The rally in GameStop (NYSE: GME) has helped propel a retail sector-specific exchange traded fund, but investors have been dumping the fund in droves.

The SPDR S&P Retail ETF (XRT), which includes a 12.4% position in GME, increased 29.0% year-to-date. Yet XRT has suffered about $700 million in net outflows this week alone and now holds about $164 million in assets under management, Bloomberg reports.

The redemptions in XRT comes after GameStop’s record setting rally caused GME’s weight in XRT to climb to 20%, which is a far cry from the video game retailer’s original weight of around 1%. The retail ETF follows a modified equally weighted indexing methodology.

Some speculate that the redemptions may be partially due to deliveries of in-kind basket swaps where shares of XRT are exchanged for underlying stocks in kind. Consequently, traders are selling the ETF shares in a bid to get a hold of the now hard-to-borrow GameStop shares as a means of further collateral in the ongoing war between hedge funds and day traders in the options market.

“GameStop’s surging borrow rates signal high demand for the shares, with short-selling hedge funds potentially seeking to close or adjust positions,” BI analysts James Seyffart and Eric Balchunas said in a note. “The in-kind redemption was likely an attempt by investors to get their hands on scarce GameStop shares.”

The cost to borrow GameStop shares surged to as high to 200% this week, and it was roughly 50% on Friday, according to data from financial analytics firm S3 Partners.

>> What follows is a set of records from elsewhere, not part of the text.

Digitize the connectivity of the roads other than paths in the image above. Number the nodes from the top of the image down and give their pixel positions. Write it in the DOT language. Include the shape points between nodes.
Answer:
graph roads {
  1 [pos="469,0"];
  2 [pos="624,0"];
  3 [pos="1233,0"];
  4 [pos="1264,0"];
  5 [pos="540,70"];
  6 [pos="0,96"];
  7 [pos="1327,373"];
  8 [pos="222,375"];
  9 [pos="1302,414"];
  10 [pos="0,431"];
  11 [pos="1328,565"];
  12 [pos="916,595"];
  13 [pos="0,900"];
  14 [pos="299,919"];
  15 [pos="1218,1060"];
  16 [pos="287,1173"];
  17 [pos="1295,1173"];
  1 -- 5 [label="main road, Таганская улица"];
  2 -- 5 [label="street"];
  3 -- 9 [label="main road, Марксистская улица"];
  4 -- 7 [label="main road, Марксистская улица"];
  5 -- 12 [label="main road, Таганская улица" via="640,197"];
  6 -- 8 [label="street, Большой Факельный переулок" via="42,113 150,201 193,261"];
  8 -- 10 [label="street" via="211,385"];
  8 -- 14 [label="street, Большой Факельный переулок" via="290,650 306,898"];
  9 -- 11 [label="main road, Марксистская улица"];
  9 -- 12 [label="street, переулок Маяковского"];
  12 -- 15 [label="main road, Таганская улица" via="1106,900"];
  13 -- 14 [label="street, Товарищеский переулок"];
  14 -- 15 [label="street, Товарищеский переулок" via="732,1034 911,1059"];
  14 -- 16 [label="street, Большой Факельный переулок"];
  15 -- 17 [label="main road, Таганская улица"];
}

The company has a relatively small float, with only 69.7 million shares outstanding. Meanwhile, over 100% of the total has been loaned out to bears betting against it.

On the other hand, some believe it may just be another time for some good old-fashioned profit-taking, as holders decide to call it quits after XRT’s 20% gain this week alone.

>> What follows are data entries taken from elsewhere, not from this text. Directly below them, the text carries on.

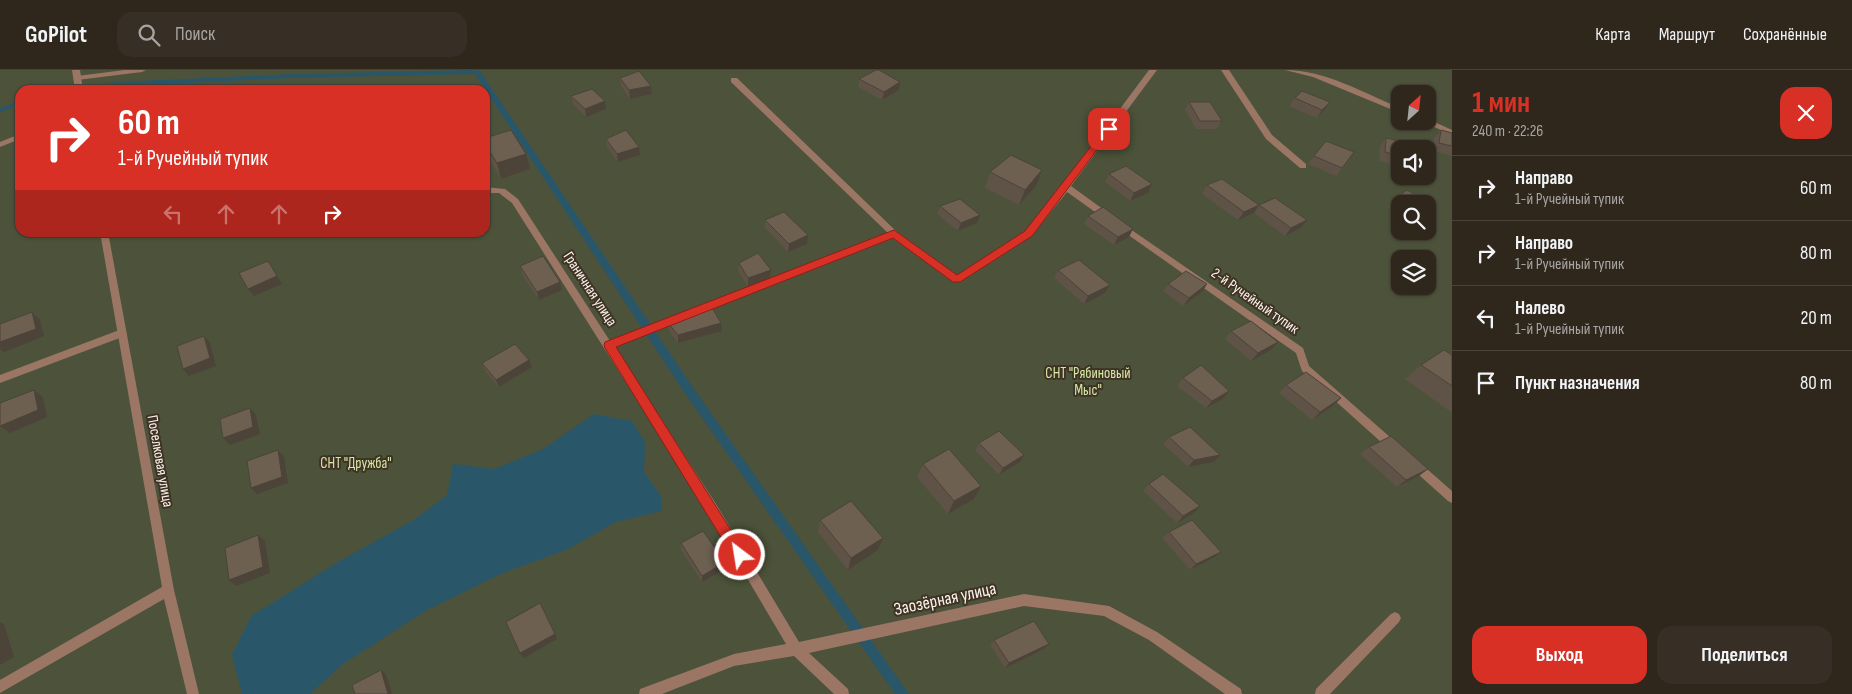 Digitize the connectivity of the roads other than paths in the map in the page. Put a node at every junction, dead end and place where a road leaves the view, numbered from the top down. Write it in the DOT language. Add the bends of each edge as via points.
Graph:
graph roads {
  1 [pos="76,70"];
  2 [pos="142,70"];
  3 [pos="1152,70"];
  4 [pos="1225,70"];
  5 [pos="1289,70"];
  6 [pos="77,78"];
  7 [pos="734,80"];
  8 [pos="78,85"];
  9 [pos="1391,107"];
  10 [pos="1436,126"];
  11 [pos="1452,133"];
  12 [pos="15,138"];
  13 [pos="0,145"];
  14 [pos="1304,166"];
  15 [pos="1066,187"];
  16 [pos="490,190"];
  17 [pos="894,234"];
  18 [pos="105,237"];
  19 [pos="122,333"];
  20 [pos="609,345"];
  21 [pos="0,379"];
  22 [pos="1452,498"];
  23 [pos="168,590"];
  24 [pos="1395,618"];
  25 [pos="796,649"];
  26 [pos="0,687"];
  27 [pos="193,694"];
  28 [pos="645,694"];
  29 [pos="843,694"];
  30 [pos="1236,694"];
  31 [pos="1321,694"];
  1 -- 6 [label="street"];
  2 -- 6 [label="street"];
  3 -- 15 [label="street"];
  4 -- 14 [label="street" via="1269,137"];
  5 -- 9 [label="street" via="1315,75"];
  6 -- 8 [label="street"];
  7 -- 17 [label="street"];
  10 -- 11 [label="street"];
  12 -- 13 [label="street"];
  15 -- 17 [label="street" via="1029,234 957,280"];
  15 -- 22 [label="street, 2-й Ручейный тупик" via="1300,351 1305,368"];
  16 -- 20 [label="street, Граничная улица" via="508,193 515,201"];
  17 -- 20 [label="street"];
  18 -- 19 [label="street, Поселковая улица"];
  19 -- 21 [label="street"];
  19 -- 23 [label="street, Поселковая улица"];
  20 -- 25 [label="street, Граничная улица"];
  23 -- 26 [label="street"];
  23 -- 27 [label="street, Поселковая улица"];
  24 -- 31 [label="street"];
  25 -- 28 [label="street, Заозёрная улица" via="734,660"];
  25 -- 29 [label="street, Граничная улица"];
  25 -- 30 [label="street, Заозёрная улица" via="1024,600 1105,610 1153,636"];
}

State Street’s Matt Bartolini pointed out that GameStop’s weighting in XRT has ballooned and added to the overall volatility tof XRT, leading investors to look for more stable vehicles that track the retail sector.

“They are more risk-averse investors that are not looking to speculate, who are likely playing some sort of trend that started the year, like the rebound of the economy,” Bartolini, head of SPDR Americas Research, told Bloomberg. “As of result of that price appreciation, that investment thesis has now been distorted.”